WHAT TO WORK ON: In the records below, find the lines that include "dead" and copy each.

Stored data entries
━━━

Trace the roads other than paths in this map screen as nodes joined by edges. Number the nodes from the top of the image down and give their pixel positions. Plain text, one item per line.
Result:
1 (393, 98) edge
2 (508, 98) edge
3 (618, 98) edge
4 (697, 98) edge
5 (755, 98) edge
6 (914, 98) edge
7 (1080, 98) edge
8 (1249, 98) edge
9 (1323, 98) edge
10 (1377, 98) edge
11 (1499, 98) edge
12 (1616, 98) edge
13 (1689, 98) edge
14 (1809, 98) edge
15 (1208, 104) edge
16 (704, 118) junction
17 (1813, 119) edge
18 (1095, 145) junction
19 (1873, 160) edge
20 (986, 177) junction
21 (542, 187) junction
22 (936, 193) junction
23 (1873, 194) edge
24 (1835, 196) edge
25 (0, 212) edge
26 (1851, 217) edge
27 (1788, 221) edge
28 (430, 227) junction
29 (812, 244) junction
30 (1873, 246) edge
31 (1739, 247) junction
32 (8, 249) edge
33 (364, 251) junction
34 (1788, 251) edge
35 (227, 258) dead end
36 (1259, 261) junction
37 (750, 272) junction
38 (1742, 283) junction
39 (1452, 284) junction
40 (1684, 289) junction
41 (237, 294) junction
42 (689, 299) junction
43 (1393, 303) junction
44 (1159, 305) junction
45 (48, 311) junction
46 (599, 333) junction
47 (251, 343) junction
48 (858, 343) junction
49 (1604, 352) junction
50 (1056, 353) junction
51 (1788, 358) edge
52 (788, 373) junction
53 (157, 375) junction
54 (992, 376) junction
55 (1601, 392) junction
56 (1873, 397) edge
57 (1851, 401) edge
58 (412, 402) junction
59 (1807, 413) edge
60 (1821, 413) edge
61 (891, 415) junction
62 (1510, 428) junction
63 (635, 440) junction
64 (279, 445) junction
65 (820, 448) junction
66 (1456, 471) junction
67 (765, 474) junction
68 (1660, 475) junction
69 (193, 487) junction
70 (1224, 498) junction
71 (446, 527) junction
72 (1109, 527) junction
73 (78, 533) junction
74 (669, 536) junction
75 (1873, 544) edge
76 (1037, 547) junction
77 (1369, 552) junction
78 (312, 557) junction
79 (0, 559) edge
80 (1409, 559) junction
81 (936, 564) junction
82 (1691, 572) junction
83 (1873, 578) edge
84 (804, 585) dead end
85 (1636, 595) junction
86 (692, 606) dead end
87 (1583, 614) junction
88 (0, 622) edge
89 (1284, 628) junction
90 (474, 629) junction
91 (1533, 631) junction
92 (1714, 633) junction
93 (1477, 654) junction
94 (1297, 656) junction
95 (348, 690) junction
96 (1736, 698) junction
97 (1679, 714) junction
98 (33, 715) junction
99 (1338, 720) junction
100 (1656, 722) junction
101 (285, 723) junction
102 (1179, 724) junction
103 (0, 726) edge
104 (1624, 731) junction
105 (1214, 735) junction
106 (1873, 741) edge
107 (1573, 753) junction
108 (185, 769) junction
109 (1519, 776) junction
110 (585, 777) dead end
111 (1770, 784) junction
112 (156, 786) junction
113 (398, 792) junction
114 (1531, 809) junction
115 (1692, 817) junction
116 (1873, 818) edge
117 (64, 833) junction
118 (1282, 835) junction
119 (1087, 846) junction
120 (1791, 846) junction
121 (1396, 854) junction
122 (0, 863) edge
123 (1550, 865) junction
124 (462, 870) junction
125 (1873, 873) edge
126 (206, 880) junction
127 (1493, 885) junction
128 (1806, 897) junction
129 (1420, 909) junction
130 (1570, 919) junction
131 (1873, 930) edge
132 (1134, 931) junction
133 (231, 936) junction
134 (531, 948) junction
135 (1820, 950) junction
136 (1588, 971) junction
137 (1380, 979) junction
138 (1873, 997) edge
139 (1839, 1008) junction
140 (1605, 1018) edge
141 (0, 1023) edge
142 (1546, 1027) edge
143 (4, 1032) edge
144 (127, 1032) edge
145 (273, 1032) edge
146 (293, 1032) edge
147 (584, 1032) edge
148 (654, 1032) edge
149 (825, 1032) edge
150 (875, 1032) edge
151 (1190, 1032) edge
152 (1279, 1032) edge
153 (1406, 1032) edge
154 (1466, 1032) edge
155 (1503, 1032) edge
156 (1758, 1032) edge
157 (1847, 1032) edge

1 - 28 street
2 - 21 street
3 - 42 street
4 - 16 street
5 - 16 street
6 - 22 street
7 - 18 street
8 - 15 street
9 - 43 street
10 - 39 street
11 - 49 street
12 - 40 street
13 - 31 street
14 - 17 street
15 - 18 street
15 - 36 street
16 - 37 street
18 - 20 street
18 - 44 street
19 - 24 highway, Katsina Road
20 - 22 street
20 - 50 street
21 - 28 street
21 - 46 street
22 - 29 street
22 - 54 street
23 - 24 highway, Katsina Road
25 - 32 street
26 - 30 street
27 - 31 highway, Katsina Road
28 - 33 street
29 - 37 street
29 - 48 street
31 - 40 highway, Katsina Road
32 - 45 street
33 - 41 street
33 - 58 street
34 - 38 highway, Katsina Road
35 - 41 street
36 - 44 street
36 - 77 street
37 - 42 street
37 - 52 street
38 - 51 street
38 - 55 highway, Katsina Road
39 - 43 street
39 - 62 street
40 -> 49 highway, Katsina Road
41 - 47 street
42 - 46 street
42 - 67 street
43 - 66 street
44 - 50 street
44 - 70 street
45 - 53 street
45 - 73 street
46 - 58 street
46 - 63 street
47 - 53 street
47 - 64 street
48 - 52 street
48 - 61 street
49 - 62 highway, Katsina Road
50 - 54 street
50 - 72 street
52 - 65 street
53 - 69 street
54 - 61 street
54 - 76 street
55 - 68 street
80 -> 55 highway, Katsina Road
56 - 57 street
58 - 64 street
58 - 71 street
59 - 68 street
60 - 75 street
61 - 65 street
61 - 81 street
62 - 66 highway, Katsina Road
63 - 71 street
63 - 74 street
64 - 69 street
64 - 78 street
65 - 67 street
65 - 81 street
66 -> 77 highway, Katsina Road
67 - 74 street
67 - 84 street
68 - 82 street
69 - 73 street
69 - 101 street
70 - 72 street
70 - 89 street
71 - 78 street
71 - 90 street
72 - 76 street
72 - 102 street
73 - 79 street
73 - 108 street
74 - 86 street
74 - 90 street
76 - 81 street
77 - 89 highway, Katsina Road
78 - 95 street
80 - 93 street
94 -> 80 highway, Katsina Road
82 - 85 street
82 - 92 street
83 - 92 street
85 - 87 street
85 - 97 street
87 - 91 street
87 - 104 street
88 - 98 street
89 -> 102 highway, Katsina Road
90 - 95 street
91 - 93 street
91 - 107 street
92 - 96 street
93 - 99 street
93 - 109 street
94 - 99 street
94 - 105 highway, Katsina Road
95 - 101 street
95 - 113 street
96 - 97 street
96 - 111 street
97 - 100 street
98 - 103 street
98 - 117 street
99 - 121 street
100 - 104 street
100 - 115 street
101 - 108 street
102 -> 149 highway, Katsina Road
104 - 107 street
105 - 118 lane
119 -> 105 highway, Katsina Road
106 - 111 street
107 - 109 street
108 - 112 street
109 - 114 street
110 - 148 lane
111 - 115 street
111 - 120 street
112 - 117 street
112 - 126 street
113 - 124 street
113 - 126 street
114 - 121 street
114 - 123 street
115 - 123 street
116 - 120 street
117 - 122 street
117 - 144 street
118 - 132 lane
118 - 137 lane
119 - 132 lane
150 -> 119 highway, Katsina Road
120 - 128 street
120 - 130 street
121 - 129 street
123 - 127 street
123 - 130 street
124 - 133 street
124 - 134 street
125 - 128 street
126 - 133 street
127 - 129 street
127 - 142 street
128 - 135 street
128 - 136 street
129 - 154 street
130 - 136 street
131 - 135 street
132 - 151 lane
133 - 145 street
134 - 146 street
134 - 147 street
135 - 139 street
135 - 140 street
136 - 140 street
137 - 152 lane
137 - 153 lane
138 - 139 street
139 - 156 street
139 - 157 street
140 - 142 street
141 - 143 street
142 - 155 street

━━━

YOUR SOLUTION:
35 (227, 258) dead end
84 (804, 585) dead end
86 (692, 606) dead end
110 (585, 777) dead end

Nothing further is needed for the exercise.